Collected data
-=-=-=-=-
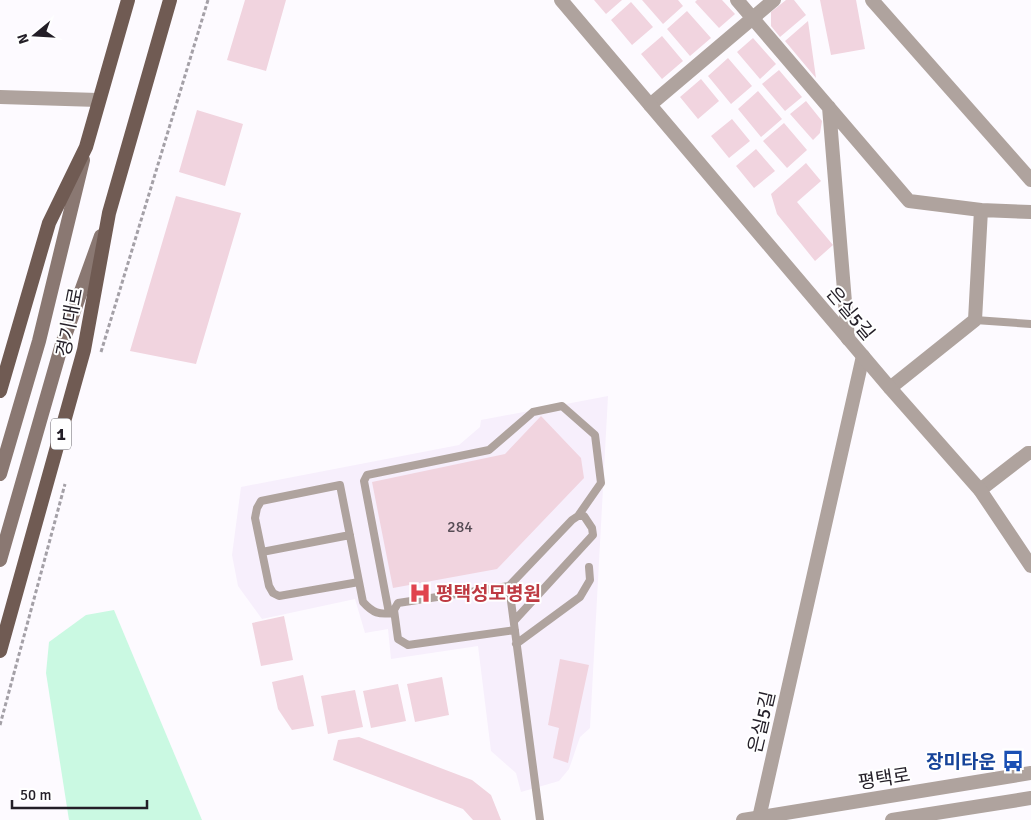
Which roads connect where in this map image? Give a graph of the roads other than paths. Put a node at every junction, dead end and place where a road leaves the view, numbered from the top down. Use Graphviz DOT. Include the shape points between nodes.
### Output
graph roads {
  1 [pos="128,0"];
  2 [pos="170,0"];
  3 [pos="561,0"];
  4 [pos="737,0"];
  5 [pos="774,0"];
  6 [pos="872,0"];
  7 [pos="752,18"];
  8 [pos="0,97"];
  9 [pos="98,100"];
  10 [pos="650,105"];
  11 [pos="829,107"];
  12 [pos="86,147"];
  13 [pos="1031,180"];
  14 [pos="981,210"];
  15 [pos="1031,212"];
  16 [pos="109,213"];
  17 [pos="975,320"];
  18 [pos="1031,324"];
  19 [pos="848,338"];
  20 [pos="863,356"];
  21 [pos="890,388"];
  22 [pos="0,391"];
  23 [pos="1031,453"];
  24 [pos="0,474"];
  25 [pos="980,490"];
  26 [pos="578,516"];
  27 [pos="350,535"];
  28 [pos="262,552"];
  29 [pos="0,560"];
  30 [pos="1031,566"];
  31 [pos="589,567"];
  32 [pos="359,582"];
  33 [pos="509,586"];
  34 [pos="392,613"];
  35 [pos="514,621"];
  36 [pos="515,630"];
  37 [pos="516,644"];
  38 [pos="0,651"];
  39 [pos="1031,773"];
  40 [pos="1031,798"];
  41 [pos="759,818"];
  42 [pos="540,820"];
  43 [pos="743,820"];
  44 [pos="892,820"];
  1 -- 9 [label="main road"];
  2 -- 16 [label="main road, 경기대로 / 1"];
  3 -- 10 [label="street, 은실5길"];
  4 -- 7 [label="street"];
  5 -- 7 [label="street"];
  6 -- 13 [label="street"];
  7 -- 10 [label="street"];
  7 -- 11 [label="street"];
  8 -- 9 [label="street"];
  9 -- 12 [label="main road"];
  10 -- 19 [label="street, 은실5길"];
  11 -- 14 [label="street" via="910,201"];
  11 -- 19 [label="street"];
  12 -- 22 [label="main road" via="48,223"];
  12 -- 24 [label="main road" via="39,341"];
  14 -- 15 [label="street"];
  14 -- 17 [label="street"];
  16 -- 29 [label="main road" via="62,344"];
  16 -- 38 [label="main road, 경기대로 / 1" via="84,350"];
  17 -- 18 [label="lane"];
  17 -- 21 [label="street"];
  19 -- 20 [label="street, 은실5길"];
  20 -- 21 [label="street"];
  20 -- 41 [label="street, 은실5길"];
  21 -- 25 [label="street"];
  23 -- 25 [label="street"];
  25 -- 30 [label="street"];
  26 -- 33 [label="lane"];
  26 -- 34 [label="lane" via="601,483 596,445 594,435 562,406 534,412 489,450 367,475 364,481"];
  26 -- 35 [label="lane" via="584,516 593,535"];
  27 -- 28 [label="lane"];
  27 -- 28 [label="lane" via="340,485 261,502 256,508 255,518"];
  27 -- 32 [label="lane"];
  28 -- 32 [label="lane" via="269,586 279,596"];
  31 -- 37 [label="lane" via="590,580 580,597"];
  32 -- 34 [label="lane" via="363,602 370,610 379,615"];
  33 -- 34 [label="lane" via="398,603"];
  33 -- 35 [label="lane"];
  34 -- 36 [label="lane" via="398,639 408,644"];
  35 -- 36 [label="lane"];
  36 -- 37 [label="lane"];
  37 -- 42 [label="lane"];
  39 -- 41 [label="street, 평택로"];
  40 -- 44 [label="street"];
  41 -- 43 [label="street, 평택로"];
}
-=-=-=-=-
After identifying the lines above that contain "graph", copy each one.

**RESPONSE TO THE TASK:**
Which roads connect where in this map image? Give a graph of the roads other than paths. Put a node at every junction, dead end and place where a road leaves the view, numbered from the top down. Use Graphviz DOT. Include the shape points between nodes.
graph roads {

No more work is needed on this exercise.